As there exists a multitude of different ways to visualize data, this section only highlights the different philosophies that underlie the different frameworks for data visualization in R (base, lattice, and ggplot) and how to modify visualizations to match one’s individual needs. The major advantage of using R consists in the fact that the code can be stored, distributed, and run very easily. This means that R represents a flexible framework for creating graphs that enables sustainable, reproducible, and transparent procedures.

Basics of data visualization

Before turning to the practical issues relating to creating graphs, a few words on what one has to keep in mind when visualizing data are in order. On a very general level, graphs should be used to inform the reader about properties and relationships between variables. This implies that…

  • graphs, including axes, must be labeled properly to allow the reader to understand the visualization with ease.

  • there should not be more dimensions in the visualization than there are in the data.

  • all elements within a graph should be unambiguous.

  • variable scales should be portrayed accurately (for instance, lines - which imply continuity - should not be used for categorically scaled variables).
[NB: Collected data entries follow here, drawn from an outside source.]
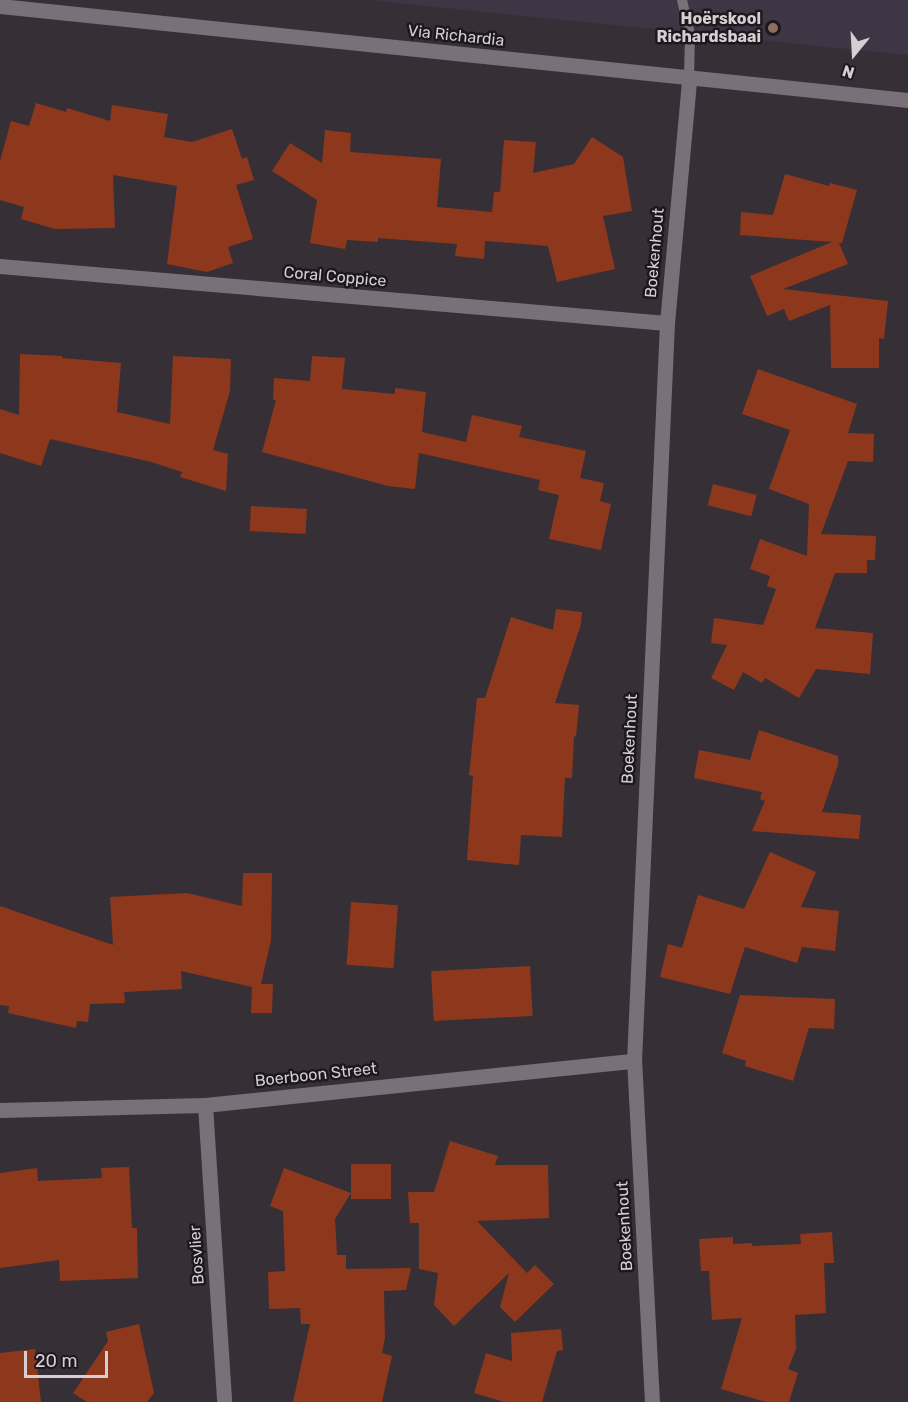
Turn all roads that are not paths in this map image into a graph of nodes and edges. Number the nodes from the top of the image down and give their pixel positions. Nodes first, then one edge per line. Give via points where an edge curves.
1 (682, 0) edge
2 (21, 4) edge
3 (0, 6) edge
4 (689, 79) junction
5 (908, 100) edge
6 (0, 266) edge
7 (667, 323) junction
8 (634, 1061) junction
9 (205, 1105) junction
10 (0, 1110) edge
11 (224, 1402) edge
12 (652, 1402) edge

1 - 4 lane via 690,34
2 - 3 street, Via Richardia
2 - 4 street, Via Richardia
4 - 5 street, Via Richardia
4 - 7 street, Boekenhout
6 - 7 street, Coral Coppice
7 - 8 street, Boekenhout
8 - 9 street, Boerboon Street
8 - 12 street, Boekenhout
9 - 10 street, Boerboon Street
9 - 11 street, Bosvlier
  • graphs should be as intuitive as possible and should not mislead the reader.

Graphics philosophies

Before we start, a few words on different frameworks for creating graphics in R are in order. There are three main frameworks in which to create graphics in R. The basic framework, the lattice framework, and the ggplot or tidyverse framework. These frameworks reflect the changing nature of R as a programming language (or as a programming environment). The so-called base R consists of about 30 packages that are always loaded automatically when you open R - it is, so to say - the default version of using R when nothing else is loaded. The base R framework is the oldest way to generate visualizations in R that was used when other packages did not exists yet. However, base R can and is still used to create visualizations although most visualizations are now generated using the ggplot or tidyverse framework. The lattice framework followed the base R framework and offered some advantages such as handy ways to split up visualizations. However, lattice was replaced by the ggplot or tidyverse framework because the latter are much more flexible, offer full control, and follow an easy to understand syntax.

We will briefly elaborate on these three frameworks before moving on.

The base R framework

The base R framework is the oldest of the three and is included in what is called the base R - a collection of about 30 packages that are automatically activated/loaded when you start R. The idea behind the “base” environment is that the creation of graphics is seen in analogy to a painter who paints on an empty canvass. Each line or element is added to the graph consecutively which oftentimes leads to code that is very comprehensible but also very long.

The lattice framework

The lattice environment was a follow-up to the base framework and it complements it insofar as it made it much easier to display various variables and variable levels simultaneously. The philosophy of the lattice-package is quite different from the philosophy of base: whereas everything had to be specified in base, the graphs created in the lattice environment require only very little code but are therefore very easily created when one is satisfied with the design but vey labor intensive when it comes to customizing graphs. However, lattice is very handy when summarizing relationships between multiple variable and variable levels.

The ggplot framework

The ggplot environment was written by Hadley Wickham and it combines the positive aspects of both the base and the lattice package. It was first publicized in the gplot and ggplot1 packages but the latter was soon repackaged and improved in the now most widely used package for data visualization: the ggplot2 package. The ggplot environment implements a philosophy of graphic design described in builds on The Grammar of Graphics by Leland Wilkinson (Wilkinson 2012).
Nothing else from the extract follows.